Welcome & Normalization

Hi there! So, first a bit about me, and then the first topic I'd like to hit. I'm a reasonably successful technology executive - have written a few books ("Mobile .NET" and "Broadband Internet Access for Dummies" the most successful) and been gainfully employed for the past 20 years in software development. Having said that, I started coding as a kid in an era when it was viewed as more of a linguistic pursuit and less of a mathematical endeavor than today. A span of time as short as it was sweet.

One of the hottest topics around at the moment is Machine Learning. Like everyone else in my industry, it is a huge topic of interest for me. But, as I work my way through it, I'm finding this to be a distinctly less friendly area for the non-mathematically-inclined amongst us than other areas of our profession. So, as I figure out the "mathy" bits of all of this - I wanted to make sure to share the simplified understandings I reach with the rest of the community.
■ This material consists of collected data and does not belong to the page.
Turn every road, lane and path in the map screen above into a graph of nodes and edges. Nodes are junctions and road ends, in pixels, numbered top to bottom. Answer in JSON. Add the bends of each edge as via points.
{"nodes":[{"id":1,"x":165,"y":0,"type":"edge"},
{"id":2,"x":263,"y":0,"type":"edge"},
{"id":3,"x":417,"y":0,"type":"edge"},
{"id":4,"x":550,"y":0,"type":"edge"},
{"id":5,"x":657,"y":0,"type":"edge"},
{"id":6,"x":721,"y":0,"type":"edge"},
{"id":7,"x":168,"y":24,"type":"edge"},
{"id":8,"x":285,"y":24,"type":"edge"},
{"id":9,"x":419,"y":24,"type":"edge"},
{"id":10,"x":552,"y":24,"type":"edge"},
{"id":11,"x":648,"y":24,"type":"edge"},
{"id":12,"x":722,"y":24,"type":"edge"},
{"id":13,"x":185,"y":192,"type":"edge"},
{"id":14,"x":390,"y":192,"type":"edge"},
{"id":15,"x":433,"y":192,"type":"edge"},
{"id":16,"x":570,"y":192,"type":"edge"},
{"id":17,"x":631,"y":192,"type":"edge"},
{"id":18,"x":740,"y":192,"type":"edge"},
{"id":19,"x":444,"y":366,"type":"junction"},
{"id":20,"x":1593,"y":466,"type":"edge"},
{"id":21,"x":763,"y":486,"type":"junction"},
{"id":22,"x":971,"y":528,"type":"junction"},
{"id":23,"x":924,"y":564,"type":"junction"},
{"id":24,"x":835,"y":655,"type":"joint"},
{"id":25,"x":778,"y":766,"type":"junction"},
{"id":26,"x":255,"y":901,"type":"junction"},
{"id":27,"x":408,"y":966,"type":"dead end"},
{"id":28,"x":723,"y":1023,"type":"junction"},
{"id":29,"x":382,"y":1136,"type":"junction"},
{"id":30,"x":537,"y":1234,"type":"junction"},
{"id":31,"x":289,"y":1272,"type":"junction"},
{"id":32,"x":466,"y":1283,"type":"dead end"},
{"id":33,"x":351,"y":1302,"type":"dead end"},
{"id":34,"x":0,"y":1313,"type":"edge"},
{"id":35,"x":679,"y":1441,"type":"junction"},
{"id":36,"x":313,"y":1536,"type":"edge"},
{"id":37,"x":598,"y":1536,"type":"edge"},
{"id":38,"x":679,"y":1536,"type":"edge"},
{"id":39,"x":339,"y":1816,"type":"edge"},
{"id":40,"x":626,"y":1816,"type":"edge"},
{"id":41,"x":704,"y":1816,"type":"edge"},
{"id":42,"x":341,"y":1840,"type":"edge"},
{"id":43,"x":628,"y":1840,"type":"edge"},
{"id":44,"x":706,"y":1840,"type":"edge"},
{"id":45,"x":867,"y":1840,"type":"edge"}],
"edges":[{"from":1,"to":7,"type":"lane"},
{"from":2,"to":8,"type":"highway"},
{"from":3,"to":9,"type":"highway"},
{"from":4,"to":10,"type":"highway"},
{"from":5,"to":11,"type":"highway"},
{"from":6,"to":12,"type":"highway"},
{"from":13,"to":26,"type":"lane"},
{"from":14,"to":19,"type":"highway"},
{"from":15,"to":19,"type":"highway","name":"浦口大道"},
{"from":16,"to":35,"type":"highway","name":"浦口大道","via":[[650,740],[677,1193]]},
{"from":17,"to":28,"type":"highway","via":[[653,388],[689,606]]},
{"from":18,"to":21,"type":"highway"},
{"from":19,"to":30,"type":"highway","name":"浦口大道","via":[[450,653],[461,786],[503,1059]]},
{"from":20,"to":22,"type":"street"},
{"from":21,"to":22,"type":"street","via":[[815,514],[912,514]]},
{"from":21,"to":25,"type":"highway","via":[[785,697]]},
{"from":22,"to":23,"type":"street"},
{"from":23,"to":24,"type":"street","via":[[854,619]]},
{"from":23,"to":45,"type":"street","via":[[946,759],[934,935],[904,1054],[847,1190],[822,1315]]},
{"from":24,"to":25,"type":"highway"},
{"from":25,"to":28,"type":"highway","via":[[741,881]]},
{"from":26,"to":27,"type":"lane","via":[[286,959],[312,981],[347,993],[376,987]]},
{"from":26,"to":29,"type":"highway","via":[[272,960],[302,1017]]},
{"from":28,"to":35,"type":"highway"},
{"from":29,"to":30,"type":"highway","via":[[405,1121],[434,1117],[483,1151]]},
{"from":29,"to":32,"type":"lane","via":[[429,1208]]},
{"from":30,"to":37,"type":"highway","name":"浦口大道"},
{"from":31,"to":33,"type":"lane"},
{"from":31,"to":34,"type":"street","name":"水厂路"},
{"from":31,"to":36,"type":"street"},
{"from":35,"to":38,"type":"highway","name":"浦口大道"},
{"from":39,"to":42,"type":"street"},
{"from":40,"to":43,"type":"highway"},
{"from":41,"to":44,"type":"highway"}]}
So, topic #1 - normalization. I'm working my way through a course on Tensorflow and the first thing we are told is that it is a good idea to normalize our data before using it, in order to avoid over and under flows. Fine and well but... no definition of normalization!

Looking up the definition of this elsewhere leads to many false definitions, but one that seems promising is the simple statement that normalizing data allows you to compare the relationship between data points that exist on vastly different scales. For example - the population of various cities vs. average heights of people.

The sample already provides a nice graph of the raw data - house prices vs. house sizes. The course author then runs a formula over both arrays (house prices and house sizes) that simply subtracts the mean from every value in the array and then takes the resulting array and divides every member of it by the new standard deviation. This doesn't match against my understanding of the textbook definition, because the code deals with both arrays separately... not using any data from either array as any kind of scaling effect against the other. So, I decide to take an experimental approach by looking at graphs of the data, both before and after normalization.

Before...

And after... (Ignore the missing axis names - that's not a part of the normalization - just me being lazy the second time around...)

So, it becomes clearer, and starts to make more intuitive sense - both axis now run from -2 to 2. Even though the subtraction and division operations against the mean and standard deviation were undertaken separately on either array - they ultimately have the same effect of reducing the data points to the ranges of -2 to 2 and, therefore, the data is all now in the same range. Very slick!